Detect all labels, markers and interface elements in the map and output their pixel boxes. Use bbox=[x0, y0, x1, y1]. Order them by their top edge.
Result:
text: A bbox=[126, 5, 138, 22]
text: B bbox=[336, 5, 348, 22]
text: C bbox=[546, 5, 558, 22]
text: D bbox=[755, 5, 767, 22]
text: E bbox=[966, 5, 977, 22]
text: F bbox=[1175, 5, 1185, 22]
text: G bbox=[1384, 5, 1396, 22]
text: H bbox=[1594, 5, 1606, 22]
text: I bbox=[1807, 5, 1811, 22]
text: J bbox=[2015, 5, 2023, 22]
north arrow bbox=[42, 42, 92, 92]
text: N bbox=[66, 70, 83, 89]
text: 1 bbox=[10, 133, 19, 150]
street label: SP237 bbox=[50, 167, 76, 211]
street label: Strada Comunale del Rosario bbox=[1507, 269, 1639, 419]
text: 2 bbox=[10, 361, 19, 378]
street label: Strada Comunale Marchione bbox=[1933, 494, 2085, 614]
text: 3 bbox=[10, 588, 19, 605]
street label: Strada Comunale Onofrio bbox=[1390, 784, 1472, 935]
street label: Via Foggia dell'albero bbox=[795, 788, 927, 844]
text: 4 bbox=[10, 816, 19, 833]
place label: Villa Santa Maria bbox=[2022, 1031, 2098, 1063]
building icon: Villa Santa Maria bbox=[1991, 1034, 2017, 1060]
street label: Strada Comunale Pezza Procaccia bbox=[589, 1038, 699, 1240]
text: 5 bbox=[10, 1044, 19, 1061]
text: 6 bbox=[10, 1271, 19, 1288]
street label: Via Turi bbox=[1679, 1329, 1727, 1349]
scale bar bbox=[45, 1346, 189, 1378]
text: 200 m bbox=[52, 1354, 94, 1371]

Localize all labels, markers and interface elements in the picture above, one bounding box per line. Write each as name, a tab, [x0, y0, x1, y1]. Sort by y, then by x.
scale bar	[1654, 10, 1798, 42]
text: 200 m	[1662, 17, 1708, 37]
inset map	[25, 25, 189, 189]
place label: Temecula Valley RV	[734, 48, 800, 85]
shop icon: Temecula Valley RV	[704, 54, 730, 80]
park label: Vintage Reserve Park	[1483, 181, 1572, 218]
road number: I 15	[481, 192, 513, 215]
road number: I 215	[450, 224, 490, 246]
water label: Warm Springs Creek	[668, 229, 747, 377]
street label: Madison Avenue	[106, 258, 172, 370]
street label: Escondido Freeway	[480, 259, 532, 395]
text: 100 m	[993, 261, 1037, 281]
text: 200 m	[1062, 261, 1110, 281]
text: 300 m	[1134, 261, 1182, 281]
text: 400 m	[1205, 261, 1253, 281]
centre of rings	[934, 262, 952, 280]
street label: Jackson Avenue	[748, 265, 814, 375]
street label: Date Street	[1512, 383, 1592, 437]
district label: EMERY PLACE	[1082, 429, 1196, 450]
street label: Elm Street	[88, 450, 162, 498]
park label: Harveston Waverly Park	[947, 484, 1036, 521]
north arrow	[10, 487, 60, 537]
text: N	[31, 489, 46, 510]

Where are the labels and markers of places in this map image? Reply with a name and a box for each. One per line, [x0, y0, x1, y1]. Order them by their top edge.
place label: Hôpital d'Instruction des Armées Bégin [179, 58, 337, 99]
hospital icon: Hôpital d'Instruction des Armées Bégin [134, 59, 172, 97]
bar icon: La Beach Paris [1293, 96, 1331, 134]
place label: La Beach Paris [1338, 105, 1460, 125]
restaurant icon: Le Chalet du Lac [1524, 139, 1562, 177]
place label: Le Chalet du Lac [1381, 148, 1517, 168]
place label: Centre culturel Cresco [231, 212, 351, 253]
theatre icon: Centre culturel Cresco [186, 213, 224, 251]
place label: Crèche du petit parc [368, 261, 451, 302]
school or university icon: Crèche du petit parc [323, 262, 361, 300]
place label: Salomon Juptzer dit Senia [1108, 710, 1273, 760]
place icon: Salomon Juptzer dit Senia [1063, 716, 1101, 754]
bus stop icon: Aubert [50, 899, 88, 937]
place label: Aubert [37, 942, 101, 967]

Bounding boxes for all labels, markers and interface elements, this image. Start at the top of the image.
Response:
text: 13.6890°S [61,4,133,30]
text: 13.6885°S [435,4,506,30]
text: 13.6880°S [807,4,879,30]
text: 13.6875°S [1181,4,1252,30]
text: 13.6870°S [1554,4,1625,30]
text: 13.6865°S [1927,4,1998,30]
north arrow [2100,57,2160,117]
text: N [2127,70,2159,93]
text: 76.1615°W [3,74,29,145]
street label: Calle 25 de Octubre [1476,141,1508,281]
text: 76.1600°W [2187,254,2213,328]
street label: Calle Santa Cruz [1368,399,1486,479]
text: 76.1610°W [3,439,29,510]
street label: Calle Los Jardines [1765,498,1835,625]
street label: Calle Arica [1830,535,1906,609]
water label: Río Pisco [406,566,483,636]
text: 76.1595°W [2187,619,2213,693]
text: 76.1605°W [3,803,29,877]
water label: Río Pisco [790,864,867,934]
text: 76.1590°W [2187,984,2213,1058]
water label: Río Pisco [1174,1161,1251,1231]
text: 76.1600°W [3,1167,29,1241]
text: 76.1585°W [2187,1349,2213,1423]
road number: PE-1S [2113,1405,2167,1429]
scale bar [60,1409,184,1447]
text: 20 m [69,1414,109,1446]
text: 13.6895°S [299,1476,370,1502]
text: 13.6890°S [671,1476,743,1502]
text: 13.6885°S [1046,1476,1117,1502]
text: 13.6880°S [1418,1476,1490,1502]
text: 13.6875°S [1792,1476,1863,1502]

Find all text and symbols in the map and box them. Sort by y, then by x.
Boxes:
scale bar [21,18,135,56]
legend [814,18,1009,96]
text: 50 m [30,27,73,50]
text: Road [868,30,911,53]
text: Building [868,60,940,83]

------------

▶ _TASK DIRECTIONS_: Send back all of the entries exactly, with nothing missing.

▶ _EXERCISE RESPONSE_:
Detect all labels, markers and interface elements in the map and output their pixel boxes. Use bbox=[x0, y0, x1, y1]. Order them by their top edge.
Result:
text: A bbox=[126, 5, 138, 22]
text: B bbox=[336, 5, 348, 22]
text: C bbox=[546, 5, 558, 22]
text: D bbox=[755, 5, 767, 22]
text: E bbox=[966, 5, 977, 22]
text: F bbox=[1175, 5, 1185, 22]
text: G bbox=[1384, 5, 1396, 22]
text: H bbox=[1594, 5, 1606, 22]
text: I bbox=[1807, 5, 1811, 22]
text: J bbox=[2015, 5, 2023, 22]
north arrow bbox=[42, 42, 92, 92]
text: N bbox=[66, 70, 83, 89]
text: 1 bbox=[10, 133, 19, 150]
street label: SP237 bbox=[50, 167, 76, 211]
street label: Strada Comunale del Rosario bbox=[1507, 269, 1639, 419]
text: 2 bbox=[10, 361, 19, 378]
street label: Strada Comunale Marchione bbox=[1933, 494, 2085, 614]
text: 3 bbox=[10, 588, 19, 605]
street label: Strada Comunale Onofrio bbox=[1390, 784, 1472, 935]
street label: Via Foggia dell'albero bbox=[795, 788, 927, 844]
text: 4 bbox=[10, 816, 19, 833]
place label: Villa Santa Maria bbox=[2022, 1031, 2098, 1063]
building icon: Villa Santa Maria bbox=[1991, 1034, 2017, 1060]
street label: Strada Comunale Pezza Procaccia bbox=[589, 1038, 699, 1240]
text: 5 bbox=[10, 1044, 19, 1061]
text: 6 bbox=[10, 1271, 19, 1288]
street label: Via Turi bbox=[1679, 1329, 1727, 1349]
scale bar bbox=[45, 1346, 189, 1378]
text: 200 m bbox=[52, 1354, 94, 1371]

Localize all labels, markers and interface elements in the picture above, one bounding box per line. Write each as name, a tab, [x0, y0, x1, y1]. Sort by y, then by x.
scale bar	[1654, 10, 1798, 42]
text: 200 m	[1662, 17, 1708, 37]
inset map	[25, 25, 189, 189]
place label: Temecula Valley RV	[734, 48, 800, 85]
shop icon: Temecula Valley RV	[704, 54, 730, 80]
park label: Vintage Reserve Park	[1483, 181, 1572, 218]
road number: I 15	[481, 192, 513, 215]
road number: I 215	[450, 224, 490, 246]
water label: Warm Springs Creek	[668, 229, 747, 377]
street label: Madison Avenue	[106, 258, 172, 370]
street label: Escondido Freeway	[480, 259, 532, 395]
text: 100 m	[993, 261, 1037, 281]
text: 200 m	[1062, 261, 1110, 281]
text: 300 m	[1134, 261, 1182, 281]
text: 400 m	[1205, 261, 1253, 281]
centre of rings	[934, 262, 952, 280]
street label: Jackson Avenue	[748, 265, 814, 375]
street label: Date Street	[1512, 383, 1592, 437]
district label: EMERY PLACE	[1082, 429, 1196, 450]
street label: Elm Street	[88, 450, 162, 498]
park label: Harveston Waverly Park	[947, 484, 1036, 521]
north arrow	[10, 487, 60, 537]
text: N	[31, 489, 46, 510]

Where are the labels and markers of places in this map image? Reply with a name and a box for each. One per line, [x0, y0, x1, y1]. Order them by their top edge.
place label: Hôpital d'Instruction des Armées Bégin [179, 58, 337, 99]
hospital icon: Hôpital d'Instruction des Armées Bégin [134, 59, 172, 97]
bar icon: La Beach Paris [1293, 96, 1331, 134]
place label: La Beach Paris [1338, 105, 1460, 125]
restaurant icon: Le Chalet du Lac [1524, 139, 1562, 177]
place label: Le Chalet du Lac [1381, 148, 1517, 168]
place label: Centre culturel Cresco [231, 212, 351, 253]
theatre icon: Centre culturel Cresco [186, 213, 224, 251]
place label: Crèche du petit parc [368, 261, 451, 302]
school or university icon: Crèche du petit parc [323, 262, 361, 300]
place label: Salomon Juptzer dit Senia [1108, 710, 1273, 760]
place icon: Salomon Juptzer dit Senia [1063, 716, 1101, 754]
bus stop icon: Aubert [50, 899, 88, 937]
place label: Aubert [37, 942, 101, 967]

Bounding boxes for all labels, markers and interface elements, this image. Start at the top of the image.
Response:
text: 13.6890°S [61,4,133,30]
text: 13.6885°S [435,4,506,30]
text: 13.6880°S [807,4,879,30]
text: 13.6875°S [1181,4,1252,30]
text: 13.6870°S [1554,4,1625,30]
text: 13.6865°S [1927,4,1998,30]
north arrow [2100,57,2160,117]
text: N [2127,70,2159,93]
text: 76.1615°W [3,74,29,145]
street label: Calle 25 de Octubre [1476,141,1508,281]
text: 76.1600°W [2187,254,2213,328]
street label: Calle Santa Cruz [1368,399,1486,479]
text: 76.1610°W [3,439,29,510]
street label: Calle Los Jardines [1765,498,1835,625]
street label: Calle Arica [1830,535,1906,609]
water label: Río Pisco [406,566,483,636]
text: 76.1595°W [2187,619,2213,693]
text: 76.1605°W [3,803,29,877]
water label: Río Pisco [790,864,867,934]
text: 76.1590°W [2187,984,2213,1058]
water label: Río Pisco [1174,1161,1251,1231]
text: 76.1600°W [3,1167,29,1241]
text: 76.1585°W [2187,1349,2213,1423]
road number: PE-1S [2113,1405,2167,1429]
scale bar [60,1409,184,1447]
text: 20 m [69,1414,109,1446]
text: 13.6895°S [299,1476,370,1502]
text: 13.6890°S [671,1476,743,1502]
text: 13.6885°S [1046,1476,1117,1502]
text: 13.6880°S [1418,1476,1490,1502]
text: 13.6875°S [1792,1476,1863,1502]

Find all text and symbols in the map and box them. Sort by y, then by x.
Boxes:
scale bar [21,18,135,56]
legend [814,18,1009,96]
text: 50 m [30,27,73,50]
text: Road [868,30,911,53]
text: Building [868,60,940,83]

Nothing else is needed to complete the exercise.